The doc count makes sense, but the deleted count looks a little strange but I’m guessing it’s related to how zombodb is enforcing MVCC. Let do a full re-index anyway.

test=#VACUUM FULL report;
Time: 36720.200 ms (00:36.720)
curl localhost:9200/_cat/indices
green open 16386.2200.1938856.1938865 8VxgtTRVSYOk5Q5050a7Qg 5 0 666591 1 111.5mb 111.5mb

There’s plenty more to investigate in zombodb but I’ve seen enough to know that for certain projects it could help simplify database management significantly. I’ll be keeping a eye on it and I’m looking forward to the full release. The project looks like it is supported by sponsorships alone, you can sponsor here (I am not affiliated with the project at all).

Installation

Zombodb requires postgres 10+ and ES 7+. Pre-built CentOS/RHEL or Ubuntu/Debian binaries are available for sponsors only. Otherwise it’s pretty straight forward to install from source. Follow the general instructions in the readme. Below is how I installed it from source on Ubuntu server 18.04-LTS.

Install packages

sudo sh -c 'echo "deb http://apt.postgresql.org/pub/repos/apt $(lsb_release -cs)-pgdg main" > /etc/apt/sources.list.d/pgdg.list'
wget --quiet -O - https://www.postgresql.org/media/keys/ACCC4CF8.asc | sudo apt-key add -

curl -fsSL https://artifacts.elastic.co/GPG-KEY-elasticsearch | sudo apt-key add -
echo "deb https://artifacts.elastic.co/packages/7.x/apt stable main" | sudo tee -a /etc/apt/sources.list.d/elastic-7.x.list

sudo apt-get update

sudo apt -y install build-essential bison flex zlib1g zlib1g-dev pkg-config libssl-dev libreadline-dev clang libclang-dev postgresql-12 postgresql-server-dev-12 elasticsearch-7

Install rust

curl --proto '=https' --tlsv1.2 -sSf https://sh.rustup.rs | sh

Build zombodb from source

cargo pgx init --pg12=`which pg_config`
cargo pgx install --release

Sample data

Sample texts were created using synthea.

DROP TABLE IF EXISTS sample_reports;

CREATE TABLE sample_reports (
    value text
);

INSERT INTO sample_reports (value)
VALUES
    (
        '2020-08-09

# Chief Complaint
No complaints.

# History of Present Illness
Jeanene972
 is a 62 year-old non-hispanic white female. Patient has a history of covid-19, acute bronchitis (disorder), fever (finding), fatigue (finding), respiratory distress (finding), cough (finding), viral sinusitis (disorder), loss of taste (finding), suspected covid-19, acute deep venous thrombosis (disorder), pneumonia (disorder).

# Social History
Patient is married.
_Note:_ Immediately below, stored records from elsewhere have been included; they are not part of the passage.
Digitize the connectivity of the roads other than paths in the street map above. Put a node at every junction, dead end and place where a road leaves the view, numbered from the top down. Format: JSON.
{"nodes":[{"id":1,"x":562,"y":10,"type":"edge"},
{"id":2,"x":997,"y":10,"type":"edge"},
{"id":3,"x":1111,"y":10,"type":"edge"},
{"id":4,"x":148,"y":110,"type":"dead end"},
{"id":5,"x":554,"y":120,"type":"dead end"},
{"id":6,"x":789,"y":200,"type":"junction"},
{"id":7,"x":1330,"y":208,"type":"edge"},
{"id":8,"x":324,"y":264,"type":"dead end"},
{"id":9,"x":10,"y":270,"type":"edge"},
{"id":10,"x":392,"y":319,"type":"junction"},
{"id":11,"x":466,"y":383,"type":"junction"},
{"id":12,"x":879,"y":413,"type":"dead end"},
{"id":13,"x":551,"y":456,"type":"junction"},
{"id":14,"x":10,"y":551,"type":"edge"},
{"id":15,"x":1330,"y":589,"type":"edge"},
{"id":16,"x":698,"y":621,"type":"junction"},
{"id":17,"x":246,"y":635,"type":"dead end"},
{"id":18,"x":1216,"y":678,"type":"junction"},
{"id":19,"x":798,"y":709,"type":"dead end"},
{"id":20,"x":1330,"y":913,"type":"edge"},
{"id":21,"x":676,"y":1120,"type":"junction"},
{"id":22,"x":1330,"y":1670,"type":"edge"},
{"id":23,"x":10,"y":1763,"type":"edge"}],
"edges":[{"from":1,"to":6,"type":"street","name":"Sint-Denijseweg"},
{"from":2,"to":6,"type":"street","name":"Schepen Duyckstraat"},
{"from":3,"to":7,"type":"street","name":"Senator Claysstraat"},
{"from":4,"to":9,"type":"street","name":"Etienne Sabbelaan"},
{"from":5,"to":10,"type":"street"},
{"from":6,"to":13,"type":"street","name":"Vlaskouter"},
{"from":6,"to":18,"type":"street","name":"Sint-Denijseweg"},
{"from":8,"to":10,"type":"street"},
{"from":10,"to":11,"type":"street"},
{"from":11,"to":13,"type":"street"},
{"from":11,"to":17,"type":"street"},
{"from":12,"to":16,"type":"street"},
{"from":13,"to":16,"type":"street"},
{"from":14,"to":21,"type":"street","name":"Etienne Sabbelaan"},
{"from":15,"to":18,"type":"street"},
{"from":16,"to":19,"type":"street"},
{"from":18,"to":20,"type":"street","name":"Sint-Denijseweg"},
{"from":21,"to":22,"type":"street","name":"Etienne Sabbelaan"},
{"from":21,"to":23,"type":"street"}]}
Patient is an active smoker and is an alcoholic.
 Patient identifies as heterosexual.

Patient comes from a high socioeconomic background.
 Patient is a college graduate.
Patient currently has Humana.

# Allergies
No Known Allergies.

# Medications
acetaminophen 325 mg oral tablet; hydrochlorothiazide 25 mg oral tablet

# Assessment and Plan


## Plan
Patient was given the following immunizations: influenza, seasonal, injectable, preservative free.
The patient was prescribed the following medications:
- hydrochlorothiazide 25 mg oral tablet'
    ),
    (
        '2020-09-10

# Chief Complaint
No complaints.

# History of Present Illness
Marilu588
 is a 37 year-old non-hispanic white female. Patient has a history of dyspnea (finding), wheezing (finding), sore throat symptom (finding), viral sinusitis (disorder), suspected covid-19, fracture of ankle, covid-19, normal pregnancy, acute bronchitis (disorder), fever (finding), sputum finding (finding), sinusitis (disorder), cough (finding).

# Social History
Patient is single. Patient is an active smoker and is an alcoholic.
 Patient identifies as heterosexual.

Patient comes from a middle socioeconomic background.
 Patient has completed some college courses.
Patient currently has UnitedHealthcare.

# Allergies
No Known Allergies.

# Medications
acetaminophen 325 mg oral tablet; acetaminophen 325 mg / hydrocodone bitartrate 7.5 mg oral tablet; etonogestrel 68 mg drug implant; ibuprofen 200 mg oral tablet; seasonique 91 day pack; carbamazepine[tegretol]; amoxicillin 250 mg / clavulanate 125 mg oral tablet; diazepam 5 mg oral tablet

# Assessment and Plan


## Plan

The following procedures were conducted:
- removal of subcutaneous contraceptive
- insertion of subcutaneous contraceptive'
    ),
    (
        '2020-06-08

# Chief Complaint
No complaints.

# History of Present Illness
Twila243
 is a 52 year-old non-hispanic white female. Patient has a history of muscle pain (finding), covid-19, fever (finding), sputum finding (finding), joint pain (finding), acute viral pharyngitis (disorder), cough (finding), viral sinusitis (disorder), loss of taste (finding), suspected covid-19.

# Social History
Patient is married. Patient is an active smoker and is an alcoholic.
 Patient identifies as heterosexual.

Patient comes from a middle socioeconomic background.
 Patient has completed some college courses.
Patient currently has Humana.

# Allergies
No Known Allergies.

# Medications
amoxicillin 250 mg / clavulanate 125 mg oral tablet

# Assessment and Plan


## Plan
Patient was given the following immunizations: influenza, seasonal, injectable, preservative free.
The following procedures were conducted:
- medication reconciliation (procedure)'
    );